*What is needed*
Start to finish, return the listing below exactly, pictures excluded.

(Beginning of Exercise data)

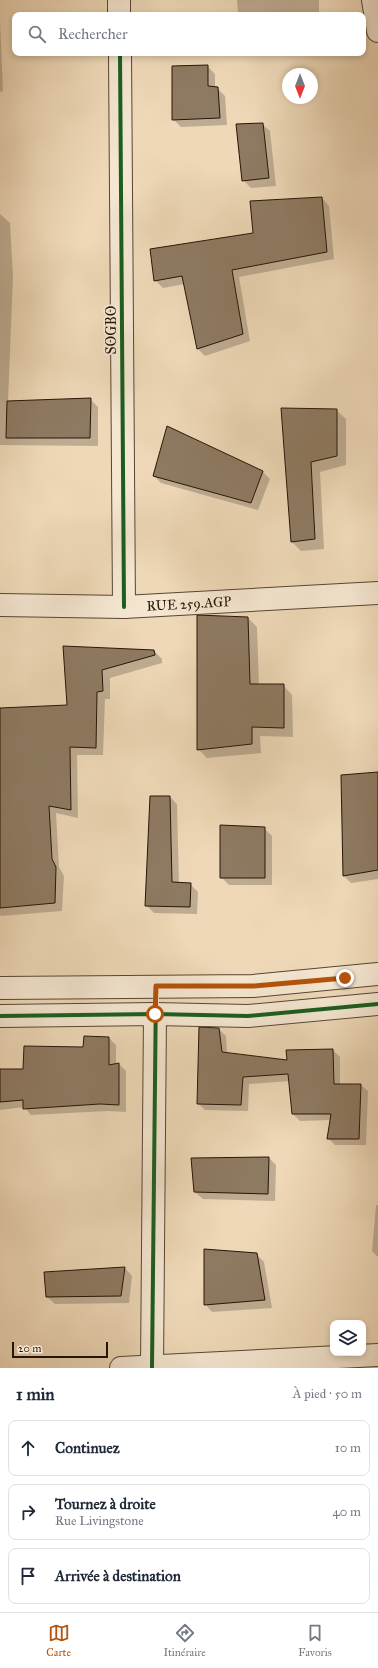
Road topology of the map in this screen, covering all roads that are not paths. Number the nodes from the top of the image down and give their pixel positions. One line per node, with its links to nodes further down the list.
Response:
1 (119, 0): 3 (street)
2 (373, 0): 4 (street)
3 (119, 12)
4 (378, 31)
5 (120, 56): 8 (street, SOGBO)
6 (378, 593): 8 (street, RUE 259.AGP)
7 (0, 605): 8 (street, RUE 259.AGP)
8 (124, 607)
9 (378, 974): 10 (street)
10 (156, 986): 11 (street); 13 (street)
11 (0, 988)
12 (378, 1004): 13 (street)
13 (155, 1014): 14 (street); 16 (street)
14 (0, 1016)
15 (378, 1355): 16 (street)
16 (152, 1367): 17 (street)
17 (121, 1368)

(End of Exercise data)

*Answer to this exercise*
Road topology of the map in this screen, covering all roads that are not paths. Number the nodes from the top of the image down and give their pixel positions. One line per node, with its links to nodes further down the list.
Response:
1 (119, 0): 3 (street)
2 (373, 0): 4 (street)
3 (119, 12)
4 (378, 31)
5 (120, 56): 8 (street, SOGBO)
6 (378, 593): 8 (street, RUE 259.AGP)
7 (0, 605): 8 (street, RUE 259.AGP)
8 (124, 607)
9 (378, 974): 10 (street)
10 (156, 986): 11 (street); 13 (street)
11 (0, 988)
12 (378, 1004): 13 (street)
13 (155, 1014): 14 (street); 16 (street)
14 (0, 1016)
15 (378, 1355): 16 (street)
16 (152, 1367): 17 (street)
17 (121, 1368)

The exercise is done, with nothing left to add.